LLM Inference Is a Full-Stack Systems Problem

Series The Life of a Token Across the LLM Stack Part 0 · 6 articles

Wenbo Ji 29 May 2026 16 min read

In brief

LLM inference performance emerges from coordination across model computation, GPU execution, memory allocation, and serving policy. A useful diagnosis connects each latency symptom to the layer that owns it.

Transformer equations define the work, but kernels determine how efficiently hardware executes it.
KV-cache capacity and layout constrain concurrency independently of raw compute.
Serving latency depends on queueing, batching, prefill, decode, and streaming policy together.

A glowing token moving through an abstract LLM inference stack from prompt and tokenizer through Transformer blocks, kernels, memory, KV cache, scheduler, and generated output. Figure 1. A full-stack view of a token crossing model computation, GPU execution, memory, and request scheduling. Generated with GPT Image 2.

Why understanding modern LLM inference requires model, kernel, and serving views.

When a streamed response slows down, "is the model slow?" is usually the wrong first question. It is too coarse to diagnose. From the outside, the API call still looks like text in and text out.

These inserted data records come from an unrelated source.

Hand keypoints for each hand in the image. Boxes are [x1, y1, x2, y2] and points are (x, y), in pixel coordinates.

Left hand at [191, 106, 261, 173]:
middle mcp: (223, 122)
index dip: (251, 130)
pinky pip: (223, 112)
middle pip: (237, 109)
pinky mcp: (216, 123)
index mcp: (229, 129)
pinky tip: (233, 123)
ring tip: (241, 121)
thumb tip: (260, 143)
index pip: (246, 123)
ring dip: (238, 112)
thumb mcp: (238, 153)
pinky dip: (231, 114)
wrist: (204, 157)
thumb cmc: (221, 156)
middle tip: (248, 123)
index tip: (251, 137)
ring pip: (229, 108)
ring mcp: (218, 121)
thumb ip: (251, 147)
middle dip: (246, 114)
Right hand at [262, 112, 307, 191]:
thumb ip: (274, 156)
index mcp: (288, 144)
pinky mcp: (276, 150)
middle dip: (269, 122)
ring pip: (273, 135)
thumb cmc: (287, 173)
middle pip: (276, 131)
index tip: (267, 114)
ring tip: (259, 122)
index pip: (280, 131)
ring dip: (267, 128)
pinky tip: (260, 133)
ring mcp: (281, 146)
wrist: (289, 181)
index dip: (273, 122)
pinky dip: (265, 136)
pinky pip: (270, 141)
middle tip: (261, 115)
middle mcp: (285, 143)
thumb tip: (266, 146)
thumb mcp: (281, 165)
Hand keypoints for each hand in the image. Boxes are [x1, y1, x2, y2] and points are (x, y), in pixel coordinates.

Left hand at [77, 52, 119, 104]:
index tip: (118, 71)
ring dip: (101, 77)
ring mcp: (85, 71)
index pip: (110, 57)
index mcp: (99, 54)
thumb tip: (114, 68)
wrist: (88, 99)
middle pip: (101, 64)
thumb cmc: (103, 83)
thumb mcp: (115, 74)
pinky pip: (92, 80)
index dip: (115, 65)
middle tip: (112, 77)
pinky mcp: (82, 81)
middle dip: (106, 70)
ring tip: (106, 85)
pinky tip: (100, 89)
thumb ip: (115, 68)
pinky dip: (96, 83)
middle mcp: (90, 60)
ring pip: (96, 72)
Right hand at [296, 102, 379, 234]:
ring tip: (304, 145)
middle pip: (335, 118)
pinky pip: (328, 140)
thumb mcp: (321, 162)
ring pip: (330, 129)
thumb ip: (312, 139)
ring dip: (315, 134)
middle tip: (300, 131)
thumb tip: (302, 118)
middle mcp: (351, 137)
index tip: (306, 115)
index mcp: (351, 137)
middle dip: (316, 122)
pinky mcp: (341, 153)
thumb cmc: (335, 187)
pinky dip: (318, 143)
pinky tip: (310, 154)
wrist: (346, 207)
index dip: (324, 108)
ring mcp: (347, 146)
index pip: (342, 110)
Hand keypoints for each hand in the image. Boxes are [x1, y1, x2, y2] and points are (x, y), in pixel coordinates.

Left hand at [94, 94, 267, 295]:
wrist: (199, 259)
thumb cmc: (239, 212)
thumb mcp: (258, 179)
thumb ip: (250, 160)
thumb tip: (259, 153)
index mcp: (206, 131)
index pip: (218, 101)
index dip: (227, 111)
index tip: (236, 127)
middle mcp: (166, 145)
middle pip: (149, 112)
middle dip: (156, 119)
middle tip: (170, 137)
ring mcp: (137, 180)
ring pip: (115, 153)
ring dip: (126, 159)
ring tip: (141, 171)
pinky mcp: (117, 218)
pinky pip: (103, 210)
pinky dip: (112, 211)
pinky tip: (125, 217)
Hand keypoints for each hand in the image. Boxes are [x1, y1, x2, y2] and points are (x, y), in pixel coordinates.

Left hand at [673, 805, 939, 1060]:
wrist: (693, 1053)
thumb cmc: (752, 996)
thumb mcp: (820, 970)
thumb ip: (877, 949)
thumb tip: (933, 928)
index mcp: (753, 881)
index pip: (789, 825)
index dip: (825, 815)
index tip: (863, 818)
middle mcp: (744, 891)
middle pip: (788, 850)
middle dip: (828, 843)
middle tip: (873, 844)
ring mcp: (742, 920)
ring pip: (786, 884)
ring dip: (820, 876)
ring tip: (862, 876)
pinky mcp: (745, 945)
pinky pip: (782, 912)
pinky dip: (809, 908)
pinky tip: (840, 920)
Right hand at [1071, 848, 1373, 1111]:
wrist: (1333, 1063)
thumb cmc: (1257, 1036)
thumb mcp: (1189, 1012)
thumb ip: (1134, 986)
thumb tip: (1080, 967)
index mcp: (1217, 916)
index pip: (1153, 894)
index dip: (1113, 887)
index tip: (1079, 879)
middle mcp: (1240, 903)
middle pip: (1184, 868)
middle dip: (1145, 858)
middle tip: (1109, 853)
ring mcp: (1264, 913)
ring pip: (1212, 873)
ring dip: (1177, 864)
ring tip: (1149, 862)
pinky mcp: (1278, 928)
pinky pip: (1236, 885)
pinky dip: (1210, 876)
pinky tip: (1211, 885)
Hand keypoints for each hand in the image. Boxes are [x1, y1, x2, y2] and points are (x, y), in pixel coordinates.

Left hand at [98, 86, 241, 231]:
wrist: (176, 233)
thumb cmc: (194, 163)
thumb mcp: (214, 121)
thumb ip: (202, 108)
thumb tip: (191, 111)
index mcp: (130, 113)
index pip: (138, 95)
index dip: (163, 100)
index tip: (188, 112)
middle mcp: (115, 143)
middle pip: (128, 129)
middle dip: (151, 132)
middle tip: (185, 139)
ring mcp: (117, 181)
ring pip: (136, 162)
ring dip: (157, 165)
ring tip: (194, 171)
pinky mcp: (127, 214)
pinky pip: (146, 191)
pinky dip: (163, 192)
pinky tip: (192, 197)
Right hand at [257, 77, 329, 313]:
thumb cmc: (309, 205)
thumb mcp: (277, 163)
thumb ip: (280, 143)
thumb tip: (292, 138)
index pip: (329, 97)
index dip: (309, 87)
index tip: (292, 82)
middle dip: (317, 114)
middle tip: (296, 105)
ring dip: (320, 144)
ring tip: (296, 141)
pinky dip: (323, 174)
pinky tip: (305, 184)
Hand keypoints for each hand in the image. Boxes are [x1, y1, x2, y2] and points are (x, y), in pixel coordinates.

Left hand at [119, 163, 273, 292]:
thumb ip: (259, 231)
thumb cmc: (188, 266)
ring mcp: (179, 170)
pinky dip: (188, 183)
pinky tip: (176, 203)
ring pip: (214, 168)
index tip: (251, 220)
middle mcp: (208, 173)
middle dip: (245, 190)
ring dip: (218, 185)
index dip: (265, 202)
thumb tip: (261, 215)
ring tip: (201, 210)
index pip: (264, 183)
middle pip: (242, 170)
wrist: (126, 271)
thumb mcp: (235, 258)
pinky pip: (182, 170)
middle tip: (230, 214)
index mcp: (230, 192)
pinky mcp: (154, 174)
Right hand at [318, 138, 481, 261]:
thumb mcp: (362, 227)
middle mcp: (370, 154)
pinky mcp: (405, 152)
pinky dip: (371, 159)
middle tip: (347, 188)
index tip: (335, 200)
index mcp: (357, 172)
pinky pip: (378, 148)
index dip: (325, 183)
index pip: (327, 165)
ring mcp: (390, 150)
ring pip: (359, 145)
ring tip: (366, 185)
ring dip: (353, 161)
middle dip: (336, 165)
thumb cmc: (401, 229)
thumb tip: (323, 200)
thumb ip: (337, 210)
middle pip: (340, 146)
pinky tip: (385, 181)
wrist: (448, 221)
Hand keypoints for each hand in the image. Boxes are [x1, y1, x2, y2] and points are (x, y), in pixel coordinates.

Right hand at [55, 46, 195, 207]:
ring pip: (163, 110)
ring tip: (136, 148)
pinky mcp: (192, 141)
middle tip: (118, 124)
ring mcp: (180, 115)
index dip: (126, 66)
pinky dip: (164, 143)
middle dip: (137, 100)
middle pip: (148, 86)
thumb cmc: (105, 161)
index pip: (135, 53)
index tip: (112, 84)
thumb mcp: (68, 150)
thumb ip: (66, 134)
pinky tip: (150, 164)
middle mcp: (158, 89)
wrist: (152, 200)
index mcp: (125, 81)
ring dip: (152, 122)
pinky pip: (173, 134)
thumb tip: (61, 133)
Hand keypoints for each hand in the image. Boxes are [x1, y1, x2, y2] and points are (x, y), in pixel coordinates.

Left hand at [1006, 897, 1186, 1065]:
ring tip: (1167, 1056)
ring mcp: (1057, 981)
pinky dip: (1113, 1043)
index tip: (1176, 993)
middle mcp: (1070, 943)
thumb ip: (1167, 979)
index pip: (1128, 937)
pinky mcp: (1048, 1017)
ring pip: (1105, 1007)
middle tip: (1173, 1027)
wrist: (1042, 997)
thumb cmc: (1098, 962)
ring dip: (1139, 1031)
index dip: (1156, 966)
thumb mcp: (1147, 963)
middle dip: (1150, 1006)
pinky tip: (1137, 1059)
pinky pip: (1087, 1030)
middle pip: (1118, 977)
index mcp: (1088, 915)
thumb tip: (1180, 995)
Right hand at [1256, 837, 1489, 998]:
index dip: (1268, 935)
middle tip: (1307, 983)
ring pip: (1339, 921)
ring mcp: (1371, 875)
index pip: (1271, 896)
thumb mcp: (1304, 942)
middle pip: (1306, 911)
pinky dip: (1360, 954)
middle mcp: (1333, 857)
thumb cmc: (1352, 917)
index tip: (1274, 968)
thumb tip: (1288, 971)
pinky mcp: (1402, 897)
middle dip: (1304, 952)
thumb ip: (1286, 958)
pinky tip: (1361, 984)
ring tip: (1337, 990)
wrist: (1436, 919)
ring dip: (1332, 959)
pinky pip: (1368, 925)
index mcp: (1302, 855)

Inside the server, that same call has already turned into token IDs, activation tensors, kernel launches, KV-cache blocks, scheduler decisions, and streamed output tokens.

Those objects create different failure modes. A long prompt can delay the first token before decode begins. A skinny decode batch can leave tensor cores underused. KV-cache pressure can delay admission, force recomputation or preemption, or reject work even when arithmetic capacity is available; the exact behavior depends on the engine and configuration. A scheduler can keep the GPU busy while making an interactive user wait.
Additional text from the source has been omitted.